03 – É possível inferir do texto três reações da mãe no momento em que a
menina faz a revelação sobre o beijo. Relacione as reações aos trechos
transcritos abaixo.
a) Negação; b) Espanto; c) Dissimulação de sentimento.
I – “-- Nossa, estou louca, LOUCA para saber esses detalhes, minha
filha, você não faz ideia – menti descaradamente. – Só espera um minuto que
mamãe vai pegar um copo d’água.”
Dissimulação
de sentimento.
II – “-- O quê? Suas amigas já estão beijando? Não me diga, Maria de
Lourdes. Aposto que foi essa tal de Alice, sempre achei essa menina muito
saidinha.”
Negação.
III – “Hãããããããã!? Muita calma nessa hora! Tentei agir naturalmente.
-- Você? Olha só,
filha... você beijou... que bom... – reagi, sem um pingo de animação com o
assunto, admito.”
Espanto.
04 – No momento em que faz a revelação sobre o beijo, a personagem Maria
de Lourdes age naturalmente ou se mostra constrangida diante do assunto o qual
conversava com a mãe?
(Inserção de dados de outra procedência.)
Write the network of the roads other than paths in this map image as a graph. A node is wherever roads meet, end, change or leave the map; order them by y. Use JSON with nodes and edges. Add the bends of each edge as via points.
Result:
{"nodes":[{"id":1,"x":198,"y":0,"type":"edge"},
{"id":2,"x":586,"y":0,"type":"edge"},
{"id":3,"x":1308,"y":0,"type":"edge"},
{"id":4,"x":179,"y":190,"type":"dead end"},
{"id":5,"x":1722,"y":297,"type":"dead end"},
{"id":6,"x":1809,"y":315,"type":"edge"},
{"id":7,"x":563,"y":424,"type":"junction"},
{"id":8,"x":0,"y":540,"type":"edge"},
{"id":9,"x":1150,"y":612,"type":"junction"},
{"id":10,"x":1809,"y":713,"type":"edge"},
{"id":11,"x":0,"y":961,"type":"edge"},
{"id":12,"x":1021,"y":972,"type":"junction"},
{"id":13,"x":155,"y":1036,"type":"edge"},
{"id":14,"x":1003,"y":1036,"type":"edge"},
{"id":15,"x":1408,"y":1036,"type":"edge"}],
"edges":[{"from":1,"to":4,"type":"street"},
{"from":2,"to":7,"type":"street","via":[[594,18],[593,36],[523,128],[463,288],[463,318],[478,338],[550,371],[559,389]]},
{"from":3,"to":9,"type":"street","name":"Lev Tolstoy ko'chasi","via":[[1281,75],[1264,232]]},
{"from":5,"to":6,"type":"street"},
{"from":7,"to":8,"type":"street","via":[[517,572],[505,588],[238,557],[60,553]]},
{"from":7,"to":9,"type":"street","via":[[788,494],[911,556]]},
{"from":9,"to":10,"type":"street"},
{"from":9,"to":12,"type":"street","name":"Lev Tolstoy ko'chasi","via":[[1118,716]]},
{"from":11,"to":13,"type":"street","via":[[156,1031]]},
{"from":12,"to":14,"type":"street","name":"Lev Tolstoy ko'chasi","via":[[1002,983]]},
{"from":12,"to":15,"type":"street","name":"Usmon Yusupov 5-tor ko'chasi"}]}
Justifique.
Ela
age naturalmente. O modo como ela conversa com a mãe, os termos que usa no
diálogo, as explicações que dá aos questionamentos da mãe, o modo como descreve
o beijo, entre outros, demonstram a naturalidade da menina.
05 – Trazendo o fato narrado para uma situação real, os adolescentes
normalmente expõem assuntos dessa natureza aos pais com a mesma naturalidade da
personagem? Dê sua opinião.
Resposta
pessoal do aluno.
06 – O texto apresenta opiniões diferentes entre mãe e filha sobre quem
deve tomar a iniciativa em um relacionamento. Indique as alternativas que
trazem exemplos dessas divergências.
a) “— Você tomou a iniciativa? Isso é coisa de menina fácil, Maria de
Lourdes!”
b) “— [...] Maria de Lourdes, você conhece os pais
desse rapaz?
c) “— Mas meninos são lentos, às vezes precisam de um empurrão básico. Além
do mais, eu não aguentava mais ser BV, né?”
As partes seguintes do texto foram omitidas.